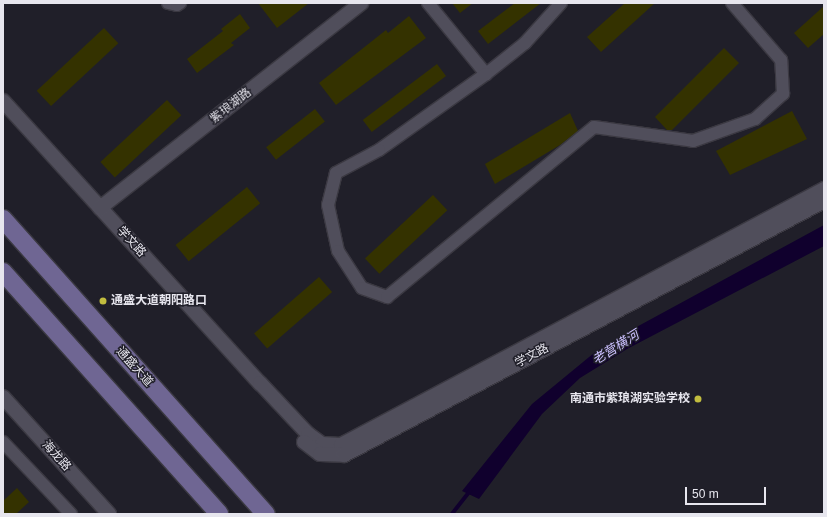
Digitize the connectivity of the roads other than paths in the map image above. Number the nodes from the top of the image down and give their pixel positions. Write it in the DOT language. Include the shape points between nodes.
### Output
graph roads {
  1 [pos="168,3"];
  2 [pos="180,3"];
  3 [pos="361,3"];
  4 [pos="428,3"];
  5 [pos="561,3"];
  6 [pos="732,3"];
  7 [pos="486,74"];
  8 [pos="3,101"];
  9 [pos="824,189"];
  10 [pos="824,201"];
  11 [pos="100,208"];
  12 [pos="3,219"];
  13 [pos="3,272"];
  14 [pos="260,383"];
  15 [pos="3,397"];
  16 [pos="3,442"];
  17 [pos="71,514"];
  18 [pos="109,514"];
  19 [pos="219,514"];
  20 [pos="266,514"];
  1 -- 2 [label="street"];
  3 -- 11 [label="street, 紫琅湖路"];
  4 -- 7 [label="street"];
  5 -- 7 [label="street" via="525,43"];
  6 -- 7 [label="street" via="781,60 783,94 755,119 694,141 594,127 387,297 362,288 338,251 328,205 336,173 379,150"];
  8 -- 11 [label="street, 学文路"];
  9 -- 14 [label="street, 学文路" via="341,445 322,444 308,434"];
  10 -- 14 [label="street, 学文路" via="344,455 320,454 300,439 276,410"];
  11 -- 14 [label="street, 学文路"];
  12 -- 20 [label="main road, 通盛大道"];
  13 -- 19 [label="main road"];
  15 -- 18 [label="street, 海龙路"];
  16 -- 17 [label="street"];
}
^^^^
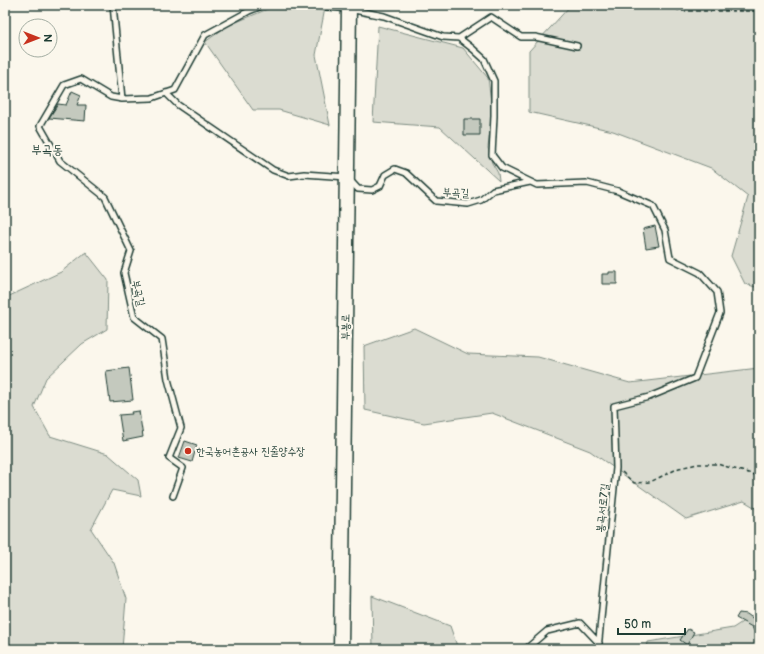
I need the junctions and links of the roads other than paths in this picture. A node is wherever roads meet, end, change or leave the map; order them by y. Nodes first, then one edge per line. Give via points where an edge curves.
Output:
^^^^
* PROMPT *
Within the material above, show every line that includes "other".

* EXERCISE RESPONSE *
Digitize the connectivity of the roads other than paths in the map image above. Number the nodes from the top of the image down and give their pixel positions. Write it in the DOT language. Include the shape points between nodes.
I need the junctions and links of the roads other than paths in this picture. A node is wherever roads meet, end, change or leave the map; order them by y. Nodes first, then one edge per line. Give via points where an edge curves.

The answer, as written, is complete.